Similarly, in a different context, Kuntala Lahiri Dutt[v] problematizes the social and historical construction of rivers. She argues that rivers are ‘embodied entities’ which can be seen, felt, touched, and traced on a map and as a ‘resource’, we want to get best use of rivers by harnessing and controlling them. Himanshu Thakkar argues that ‘a river is a complex and beautiful system which does many things along its course’[vi]. Needless to mention that the sorry state of rivers in India is a major cause of numerous other problems (depleting groundwater, destruction of biodiversity & livelihoods for millions, to name a few).
Coming back to the story of Champa river, as you can see in the picture, there is so little water in the river but the length of bridge possibly reflects the capacity of the river. The term ‘nala’ was used by the administration in late 1960s[vii] and since then it gradually became part of the common parlance. In a long conversation with Mr. Subrat Acharya, a retired govt. official and resident of Champanagar for more than six decades I got numerous insights about the river and the city. He shared with me the rich past of Bhagalpur which was known as Angpradesh during the days of Mahabharat and Karna (step-brother of the Pandavas) also called Sutputra (son of a low-born person) is said to have ruled this region and the river Champa was fortified by him to safeguard his kingdom. I will write about the intertwined history of the city and the river next.
Dr. Ruchi Shree (firstname.lastname@example.org) is Asstt Professor at the PG Dept of Political Science, Tilka Majhi Bhagalpur University, Bihar.
Note: This is part of 3-part series of articles on Champa River by the author. Other two articles in the series can be seen: 1. https://sandrp.in/2020/04/12/champas-angpradesh-to-champa-nala-of-bhagalpur/
[i] I borrow this line of argument from Arturo Escobar as in his famous book Encountering Development, he makes a case for making and unmaking of third world.

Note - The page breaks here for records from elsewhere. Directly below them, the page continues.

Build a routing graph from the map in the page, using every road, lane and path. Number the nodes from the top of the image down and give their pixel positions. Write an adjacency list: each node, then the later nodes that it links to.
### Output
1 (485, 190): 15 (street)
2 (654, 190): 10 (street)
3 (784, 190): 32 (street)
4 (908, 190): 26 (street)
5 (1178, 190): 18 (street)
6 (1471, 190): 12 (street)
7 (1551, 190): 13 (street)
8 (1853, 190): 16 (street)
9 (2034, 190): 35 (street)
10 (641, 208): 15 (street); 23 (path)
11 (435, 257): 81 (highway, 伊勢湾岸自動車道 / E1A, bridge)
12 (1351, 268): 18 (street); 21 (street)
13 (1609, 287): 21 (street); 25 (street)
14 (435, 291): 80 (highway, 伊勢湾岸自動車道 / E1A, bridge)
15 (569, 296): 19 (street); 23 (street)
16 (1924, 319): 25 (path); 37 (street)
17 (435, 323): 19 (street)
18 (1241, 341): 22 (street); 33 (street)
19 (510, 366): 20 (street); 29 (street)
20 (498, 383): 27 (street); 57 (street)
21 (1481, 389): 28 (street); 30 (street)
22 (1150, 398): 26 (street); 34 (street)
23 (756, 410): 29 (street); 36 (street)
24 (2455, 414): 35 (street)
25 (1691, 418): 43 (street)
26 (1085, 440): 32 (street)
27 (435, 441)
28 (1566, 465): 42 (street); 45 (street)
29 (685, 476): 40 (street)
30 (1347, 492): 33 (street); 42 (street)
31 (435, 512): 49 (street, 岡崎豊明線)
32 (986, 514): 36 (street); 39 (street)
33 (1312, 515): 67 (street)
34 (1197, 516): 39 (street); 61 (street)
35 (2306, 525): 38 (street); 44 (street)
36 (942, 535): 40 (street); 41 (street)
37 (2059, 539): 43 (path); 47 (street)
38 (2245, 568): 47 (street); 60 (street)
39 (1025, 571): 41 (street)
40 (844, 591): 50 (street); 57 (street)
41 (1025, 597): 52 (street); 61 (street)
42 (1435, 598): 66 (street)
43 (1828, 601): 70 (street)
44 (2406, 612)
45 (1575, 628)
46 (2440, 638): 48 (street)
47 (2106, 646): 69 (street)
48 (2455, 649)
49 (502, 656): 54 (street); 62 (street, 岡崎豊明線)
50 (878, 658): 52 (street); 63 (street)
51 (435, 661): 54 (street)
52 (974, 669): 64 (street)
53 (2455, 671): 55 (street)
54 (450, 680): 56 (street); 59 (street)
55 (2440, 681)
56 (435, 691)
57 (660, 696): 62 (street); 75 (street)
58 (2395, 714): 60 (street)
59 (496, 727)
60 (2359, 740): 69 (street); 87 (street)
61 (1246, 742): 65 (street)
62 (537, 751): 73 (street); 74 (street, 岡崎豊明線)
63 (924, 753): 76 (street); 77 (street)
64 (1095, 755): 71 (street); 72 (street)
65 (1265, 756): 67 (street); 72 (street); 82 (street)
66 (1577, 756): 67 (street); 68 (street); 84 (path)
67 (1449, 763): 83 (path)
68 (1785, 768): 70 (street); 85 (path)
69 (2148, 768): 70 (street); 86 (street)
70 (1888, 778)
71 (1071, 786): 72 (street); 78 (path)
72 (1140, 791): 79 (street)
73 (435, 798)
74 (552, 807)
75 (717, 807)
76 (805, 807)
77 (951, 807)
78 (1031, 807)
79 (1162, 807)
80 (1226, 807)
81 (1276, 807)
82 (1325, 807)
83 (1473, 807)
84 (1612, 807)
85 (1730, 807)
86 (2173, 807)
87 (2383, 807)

[ii] Shree, Ruchi (2018), Rivers as Commons: Reality or Myth?, as guest blog on SANDRP website, available at https://sandrp.in/2018/03/14/rivsers-as-commons-reality-or-myth/
[iii] Lal, Amrith (2018), ‘My Friend, the River’, The Indian Express, 25 November. This piece is about a unique celebration of the river Chandragiri in Kerala’s Kasargode. The local people have compiled a volume titled Jeevanarekha. Lal has mentioned about Kaka Kalelkar’s (noted Gandhian) magnificent work on waterbodies Jeevanaleela (1964) and his view on rivers.

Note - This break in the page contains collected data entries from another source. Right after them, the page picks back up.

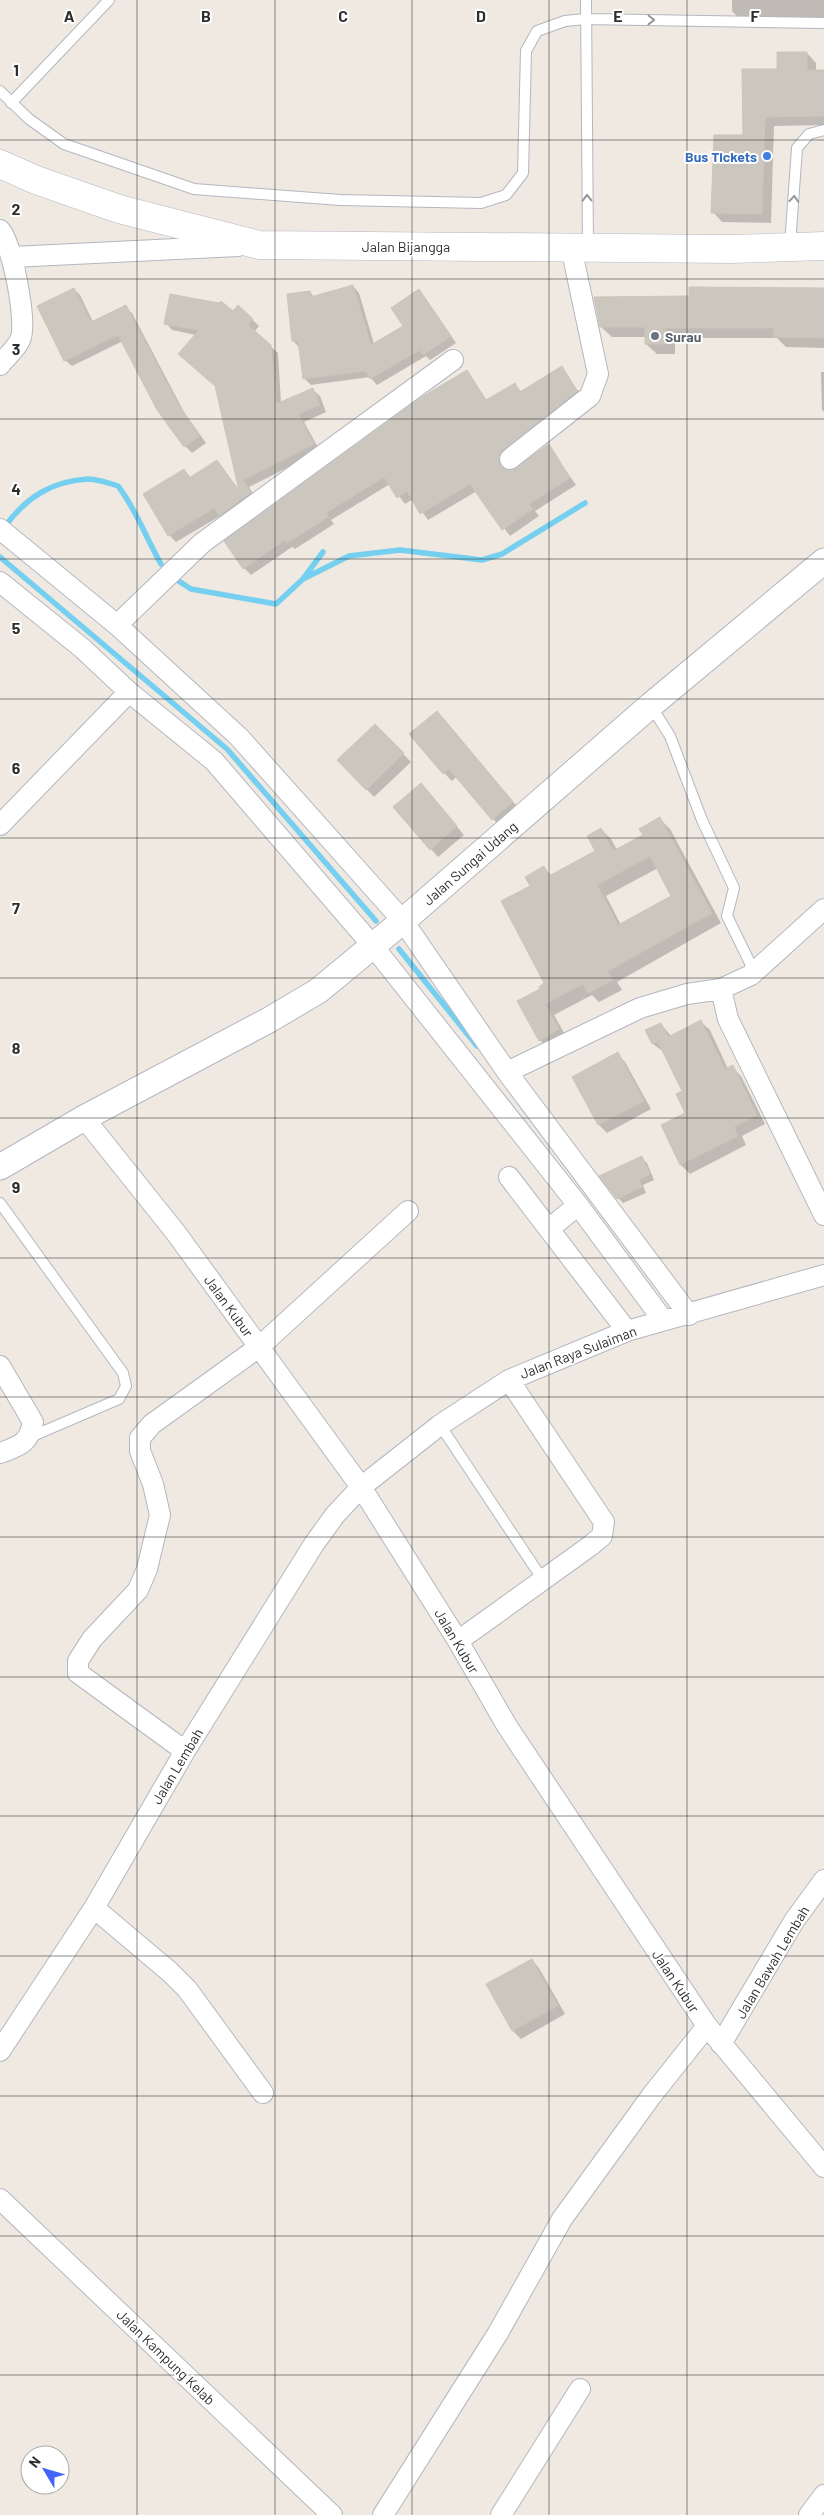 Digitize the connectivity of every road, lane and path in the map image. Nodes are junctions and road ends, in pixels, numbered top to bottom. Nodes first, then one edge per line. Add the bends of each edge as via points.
1 (109, 0) edge
2 (586, 0) edge
3 (585, 19) junction
4 (824, 23) edge
5 (0, 91) edge
6 (11, 103) junction
7 (824, 130) edge
8 (0, 164) edge
9 (0, 230) edge
10 (259, 245) junction
11 (824, 246) edge
12 (579, 247) junction
13 (790, 247) junction
14 (12, 257) junction
15 (453, 360) dead end
16 (0, 365) edge
17 (510, 459) dead end
18 (0, 529) edge
19 (824, 561) edge
20 (0, 582) edge
21 (117, 626) junction
22 (129, 692) junction
23 (651, 705) junction
24 (0, 824) edge
25 (824, 909) edge
26 (403, 921) junction
27 (373, 946) junction
28 (751, 975) junction
29 (721, 989) junction
30 (507, 1072) junction
31 (84, 1118) junction
32 (0, 1166) edge
33 (509, 1178) dead end
34 (0, 1204) edge
35 (578, 1205) junction
36 (408, 1211) dead end
37 (824, 1215) edge
38 (549, 1229) junction
39 (824, 1275) edge
40 (689, 1314) junction
41 (663, 1320) junction
42 (627, 1331) junction
43 (259, 1346) junction
44 (0, 1366) edge
45 (509, 1380) junction
46 (440, 1425) junction
47 (27, 1438) junction
48 (0, 1453) edge
49 (361, 1487) junction
50 (543, 1580) junction
51 (458, 1641) junction
52 (185, 1751) junction
53 (824, 1880) edge
54 (94, 1908) junction
55 (707, 2026) junction
56 (721, 2044) junction
57 (0, 2051) edge
58 (263, 2093) dead end
59 (824, 2167) edge
60 (0, 2199) edge
61 (580, 2388) dead end
62 (824, 2495) edge
63 (332, 2515) edge
64 (383, 2515) edge
65 (501, 2515) edge
66 (809, 2515) edge

1 - 6 lane
2 - 3 lane
3 -> 4 lane
3 - 6 lane via 565,21 538,31 526,51 523,173 506,195 480,203 340,200 194,189 64,144
12 -> 3 lane
5 - 6 lane
13 -> 7 lane via 797,148 809,134
8 - 10 main road, Jalan Bijangga via 119,209
9 - 14 street
10 - 12 main road, Jalan Bijangga
10 - 14 street
11 - 13 main road, Jalan Bijangga
12 - 13 main road, Jalan Bijangga
12 - 17 street via 598,374 590,396
14 - 16 street via 23,324 20,341
15 - 21 street via 202,543
18 - 21 street
19 - 23 street, Jalan Sungai Udang
20 - 22 street via 82,648
21 - 26 street via 239,736
22 - 24 street
22 - 27 street via 214,761
23 - 26 street, Jalan Sungai Udang
23 - 28 lane via 670,736 702,820 734,888 727,916 750,963
25 - 28 street
26 - 27 street, Jalan Sungai Udang
26 - 30 street
27 - 31 street, Jalan Sungai Udang via 318,991
27 - 35 street
28 - 29 street
29 - 30 street via 688,994 640,1008
29 - 37 street via 728,1019
30 - 40 street
31 - 32 street, Jalan Sungai Udang
31 - 43 street, Jalan Kubur via 176,1233
33 - 38 street
34 - 47 lane via 123,1373 126,1386 120,1398
35 - 38 street
35 - 41 street
36 - 43 street
38 - 42 street
39 - 40 street, Jalan Raya Sulaiman
40 - 41 street, Jalan Raya Sulaiman
41 - 42 street, Jalan Raya Sulaiman
42 - 45 street, Jalan Raya Sulaiman
43 - 49 street, Jalan Kubur
43 - 52 street via 152,1424 140,1438 140,1450 160,1515 147,1569 138,1590 92,1639 78,1660 78,1673 87,1681
44 - 47 street via 33,1422
45 - 46 street, Jalan Raya Sulaiman
45 - 50 street via 604,1522 602,1536
46 - 49 street, Jalan Raya Sulaiman
46 - 50 lane
47 - 48 street via 20,1446
49 - 51 street, Jalan Kubur
49 - 52 street, Jalan Lembah via 314,1544
50 - 51 street
51 - 55 street, Jalan Kubur via 523,1750
52 - 54 street, Jalan Lembah
53 - 56 street, Jalan Bawah Lembah via 794,1921
54 - 57 street, Jalan Lembah
54 - 58 street via 187,1989
55 - 56 street, Jalan Kubur
55 - 64 street via 652,2095 562,2219 498,2334
56 - 59 street, Jalan Kubur
60 - 63 street, Jalan Kampung Kelab
61 - 65 street
62 - 66 street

[iv] Bandopadhyay, J. (2018), ‘Why we need a new perspective on rivers’, July 25, available on https://www.orfonline.org/research/why-we-need-a-new-perspective-on-rivers/
[v] Dutt, Kuntala Lahiri (2010), ‘Imagining Rivers’, EPW, Vol. 35, No. 27, pp. 2395-2400.
[vi] Thakkar, Himanshu (2015), ‘The Narmada and Other Rivers of Gujarat’ in Ramaswamy Iyer (ed.) Living Rivers, Dying Rivers, OUP, New Delhi, pp. 339-363. To mention his full definition, ‘a river is not just a channel carrying freshwater, but a hydrological, geomorphic, ecological, biodiversity-rich, landscape-level system that serves as a key part of the freshwater cycle, balancing a dynamic equilibrium between snowfall, rainfall, surface water, and groundwater, and providing a large number of social and economic services to the people and ecosystem all along its watershed’
[vii] As told by a local resident in a conversation about the river Champa and history of the city named Bhagalpur. I got to know about the story of Bala-Bihula through which the Manjusha art became popular.